(PROBLEM) Check each line of the material below, and copy it if it holds the string "name".
======
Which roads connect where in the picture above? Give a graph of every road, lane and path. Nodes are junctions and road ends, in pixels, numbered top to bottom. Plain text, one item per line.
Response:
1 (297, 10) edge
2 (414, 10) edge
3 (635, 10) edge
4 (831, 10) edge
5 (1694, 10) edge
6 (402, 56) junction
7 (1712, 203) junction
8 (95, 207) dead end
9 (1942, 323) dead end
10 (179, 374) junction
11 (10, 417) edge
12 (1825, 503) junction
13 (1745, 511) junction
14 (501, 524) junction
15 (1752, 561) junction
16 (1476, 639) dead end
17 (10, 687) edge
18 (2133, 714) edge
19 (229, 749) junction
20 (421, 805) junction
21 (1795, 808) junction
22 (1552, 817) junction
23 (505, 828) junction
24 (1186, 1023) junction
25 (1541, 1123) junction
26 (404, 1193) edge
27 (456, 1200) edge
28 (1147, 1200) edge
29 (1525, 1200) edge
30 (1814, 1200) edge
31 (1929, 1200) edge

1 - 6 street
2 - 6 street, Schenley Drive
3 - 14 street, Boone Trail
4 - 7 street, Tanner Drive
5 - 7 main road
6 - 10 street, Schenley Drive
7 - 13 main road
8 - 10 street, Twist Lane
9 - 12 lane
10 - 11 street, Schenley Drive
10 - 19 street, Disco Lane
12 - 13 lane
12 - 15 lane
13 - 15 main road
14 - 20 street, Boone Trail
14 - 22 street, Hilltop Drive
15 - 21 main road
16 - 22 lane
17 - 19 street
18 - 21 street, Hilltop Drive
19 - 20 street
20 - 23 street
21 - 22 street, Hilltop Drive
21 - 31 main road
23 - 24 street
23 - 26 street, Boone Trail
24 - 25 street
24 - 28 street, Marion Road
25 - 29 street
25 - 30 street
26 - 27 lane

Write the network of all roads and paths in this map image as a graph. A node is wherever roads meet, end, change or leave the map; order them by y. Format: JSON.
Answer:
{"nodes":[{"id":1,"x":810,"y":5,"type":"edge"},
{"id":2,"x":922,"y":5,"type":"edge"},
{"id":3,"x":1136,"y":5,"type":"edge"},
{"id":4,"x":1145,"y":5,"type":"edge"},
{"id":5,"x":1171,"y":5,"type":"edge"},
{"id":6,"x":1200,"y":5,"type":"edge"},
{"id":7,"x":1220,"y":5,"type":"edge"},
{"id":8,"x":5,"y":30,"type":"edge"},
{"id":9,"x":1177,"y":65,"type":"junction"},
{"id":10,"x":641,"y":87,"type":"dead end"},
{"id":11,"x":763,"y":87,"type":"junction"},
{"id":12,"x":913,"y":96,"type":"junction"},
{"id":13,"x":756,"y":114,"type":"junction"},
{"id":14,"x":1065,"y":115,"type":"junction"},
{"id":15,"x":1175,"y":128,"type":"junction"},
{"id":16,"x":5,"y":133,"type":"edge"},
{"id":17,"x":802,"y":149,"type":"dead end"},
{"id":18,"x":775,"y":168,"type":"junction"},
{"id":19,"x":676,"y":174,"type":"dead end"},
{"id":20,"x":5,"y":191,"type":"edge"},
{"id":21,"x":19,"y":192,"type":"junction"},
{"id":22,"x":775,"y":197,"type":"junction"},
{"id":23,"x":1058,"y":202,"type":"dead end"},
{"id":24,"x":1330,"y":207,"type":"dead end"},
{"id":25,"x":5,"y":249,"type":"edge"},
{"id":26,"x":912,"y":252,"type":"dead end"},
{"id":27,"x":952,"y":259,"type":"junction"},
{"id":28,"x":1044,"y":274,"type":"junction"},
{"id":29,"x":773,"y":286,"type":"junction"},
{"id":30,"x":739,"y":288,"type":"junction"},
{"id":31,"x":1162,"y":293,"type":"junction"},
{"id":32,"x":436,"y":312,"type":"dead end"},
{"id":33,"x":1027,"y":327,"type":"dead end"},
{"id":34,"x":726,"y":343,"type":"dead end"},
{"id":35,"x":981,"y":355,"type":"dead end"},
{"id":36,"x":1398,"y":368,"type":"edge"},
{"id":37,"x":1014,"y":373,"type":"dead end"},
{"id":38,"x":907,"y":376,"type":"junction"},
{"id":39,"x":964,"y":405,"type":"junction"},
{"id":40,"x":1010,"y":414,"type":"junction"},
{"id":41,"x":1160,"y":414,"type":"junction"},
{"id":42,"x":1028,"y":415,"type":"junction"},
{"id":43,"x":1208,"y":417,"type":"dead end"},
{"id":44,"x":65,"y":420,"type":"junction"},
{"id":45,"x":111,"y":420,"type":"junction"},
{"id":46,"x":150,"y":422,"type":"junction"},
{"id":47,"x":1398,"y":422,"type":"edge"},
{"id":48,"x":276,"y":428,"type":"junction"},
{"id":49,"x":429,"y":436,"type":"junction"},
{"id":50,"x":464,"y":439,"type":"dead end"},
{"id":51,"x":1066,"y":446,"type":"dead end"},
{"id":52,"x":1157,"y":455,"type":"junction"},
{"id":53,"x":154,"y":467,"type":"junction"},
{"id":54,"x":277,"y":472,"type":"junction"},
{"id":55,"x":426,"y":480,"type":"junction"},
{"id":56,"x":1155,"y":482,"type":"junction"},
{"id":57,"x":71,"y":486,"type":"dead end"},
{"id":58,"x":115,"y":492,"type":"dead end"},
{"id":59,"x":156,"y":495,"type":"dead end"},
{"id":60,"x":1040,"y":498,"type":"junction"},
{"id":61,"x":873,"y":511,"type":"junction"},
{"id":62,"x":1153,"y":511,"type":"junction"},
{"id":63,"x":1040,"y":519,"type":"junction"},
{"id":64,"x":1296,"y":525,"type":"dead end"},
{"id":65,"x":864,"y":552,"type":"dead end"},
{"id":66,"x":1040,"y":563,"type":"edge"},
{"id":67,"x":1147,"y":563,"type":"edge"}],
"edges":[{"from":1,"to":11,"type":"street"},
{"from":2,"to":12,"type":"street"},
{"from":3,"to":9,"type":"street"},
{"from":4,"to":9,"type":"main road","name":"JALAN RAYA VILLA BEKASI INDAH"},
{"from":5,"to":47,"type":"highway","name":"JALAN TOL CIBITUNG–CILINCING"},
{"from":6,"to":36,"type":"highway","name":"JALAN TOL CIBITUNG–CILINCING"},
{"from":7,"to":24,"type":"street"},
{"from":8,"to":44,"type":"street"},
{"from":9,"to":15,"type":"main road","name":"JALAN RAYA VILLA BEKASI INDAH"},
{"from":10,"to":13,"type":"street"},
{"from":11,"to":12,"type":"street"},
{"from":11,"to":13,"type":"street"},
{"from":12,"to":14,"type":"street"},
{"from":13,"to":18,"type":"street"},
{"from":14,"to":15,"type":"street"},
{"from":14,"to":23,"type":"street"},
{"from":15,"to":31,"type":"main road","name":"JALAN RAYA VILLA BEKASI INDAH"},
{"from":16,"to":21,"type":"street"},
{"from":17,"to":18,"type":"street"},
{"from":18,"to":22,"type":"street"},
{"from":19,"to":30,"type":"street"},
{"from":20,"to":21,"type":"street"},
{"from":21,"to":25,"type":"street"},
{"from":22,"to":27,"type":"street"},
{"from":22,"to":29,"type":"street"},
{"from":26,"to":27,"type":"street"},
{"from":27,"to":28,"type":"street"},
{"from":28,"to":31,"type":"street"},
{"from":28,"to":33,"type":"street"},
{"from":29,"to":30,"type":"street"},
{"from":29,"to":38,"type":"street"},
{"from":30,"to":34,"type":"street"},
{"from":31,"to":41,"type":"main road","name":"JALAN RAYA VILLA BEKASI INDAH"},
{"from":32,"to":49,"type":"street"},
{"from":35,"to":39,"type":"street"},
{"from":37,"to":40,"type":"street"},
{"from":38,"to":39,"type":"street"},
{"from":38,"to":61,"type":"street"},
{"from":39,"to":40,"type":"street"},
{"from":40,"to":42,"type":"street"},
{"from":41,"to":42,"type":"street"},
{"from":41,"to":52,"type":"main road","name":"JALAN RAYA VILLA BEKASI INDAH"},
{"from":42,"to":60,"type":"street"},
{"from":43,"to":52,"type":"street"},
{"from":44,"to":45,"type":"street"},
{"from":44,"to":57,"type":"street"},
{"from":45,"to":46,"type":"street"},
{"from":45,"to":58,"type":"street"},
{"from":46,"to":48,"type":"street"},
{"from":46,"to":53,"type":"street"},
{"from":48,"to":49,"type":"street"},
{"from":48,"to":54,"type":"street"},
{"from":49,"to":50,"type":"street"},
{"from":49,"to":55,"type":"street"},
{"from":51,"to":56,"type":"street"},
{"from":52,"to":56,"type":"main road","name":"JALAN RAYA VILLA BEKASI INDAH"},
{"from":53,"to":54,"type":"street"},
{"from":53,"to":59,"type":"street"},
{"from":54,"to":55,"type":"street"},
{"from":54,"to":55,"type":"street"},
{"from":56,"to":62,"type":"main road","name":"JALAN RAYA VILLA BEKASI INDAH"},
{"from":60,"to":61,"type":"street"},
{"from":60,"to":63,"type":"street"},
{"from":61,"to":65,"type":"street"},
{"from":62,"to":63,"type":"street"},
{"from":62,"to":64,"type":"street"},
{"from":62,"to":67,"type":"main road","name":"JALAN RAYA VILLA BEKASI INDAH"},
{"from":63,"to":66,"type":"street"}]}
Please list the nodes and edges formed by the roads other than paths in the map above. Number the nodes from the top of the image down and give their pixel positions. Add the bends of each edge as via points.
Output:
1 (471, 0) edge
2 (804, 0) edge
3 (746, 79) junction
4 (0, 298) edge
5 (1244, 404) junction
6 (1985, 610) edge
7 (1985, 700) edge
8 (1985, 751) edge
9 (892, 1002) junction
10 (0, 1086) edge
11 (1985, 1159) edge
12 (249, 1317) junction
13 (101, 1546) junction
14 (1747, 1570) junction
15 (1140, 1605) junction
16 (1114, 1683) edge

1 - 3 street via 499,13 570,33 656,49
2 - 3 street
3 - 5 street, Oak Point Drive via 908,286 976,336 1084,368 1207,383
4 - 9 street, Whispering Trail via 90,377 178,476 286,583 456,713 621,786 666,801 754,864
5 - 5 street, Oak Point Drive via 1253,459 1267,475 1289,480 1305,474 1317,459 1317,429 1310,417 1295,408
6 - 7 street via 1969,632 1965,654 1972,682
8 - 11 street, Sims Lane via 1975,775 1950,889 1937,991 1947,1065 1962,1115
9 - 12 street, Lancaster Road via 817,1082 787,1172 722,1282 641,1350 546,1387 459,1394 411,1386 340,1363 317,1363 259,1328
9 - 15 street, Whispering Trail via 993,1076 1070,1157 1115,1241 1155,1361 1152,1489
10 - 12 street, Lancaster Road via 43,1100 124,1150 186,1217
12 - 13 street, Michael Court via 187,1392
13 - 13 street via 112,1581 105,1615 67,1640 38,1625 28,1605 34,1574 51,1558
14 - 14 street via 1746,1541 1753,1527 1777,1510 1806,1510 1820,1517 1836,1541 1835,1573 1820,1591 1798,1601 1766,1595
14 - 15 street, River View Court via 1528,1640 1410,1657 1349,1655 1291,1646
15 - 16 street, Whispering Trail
======
(RESULT OF THE EXERCISE)
{"from":4,"to":9,"type":"main road","name":"JALAN RAYA VILLA BEKASI INDAH"},
{"from":5,"to":47,"type":"highway","name":"JALAN TOL CIBITUNG–CILINCING"},
{"from":6,"to":36,"type":"highway","name":"JALAN TOL CIBITUNG–CILINCING"},
{"from":9,"to":15,"type":"main road","name":"JALAN RAYA VILLA BEKASI INDAH"},
{"from":15,"to":31,"type":"main road","name":"JALAN RAYA VILLA BEKASI INDAH"},
{"from":31,"to":41,"type":"main road","name":"JALAN RAYA VILLA BEKASI INDAH"},
{"from":41,"to":52,"type":"main road","name":"JALAN RAYA VILLA BEKASI INDAH"},
{"from":52,"to":56,"type":"main road","name":"JALAN RAYA VILLA BEKASI INDAH"},
{"from":56,"to":62,"type":"main road","name":"JALAN RAYA VILLA BEKASI INDAH"},
{"from":62,"to":67,"type":"main road","name":"JALAN RAYA VILLA BEKASI INDAH"},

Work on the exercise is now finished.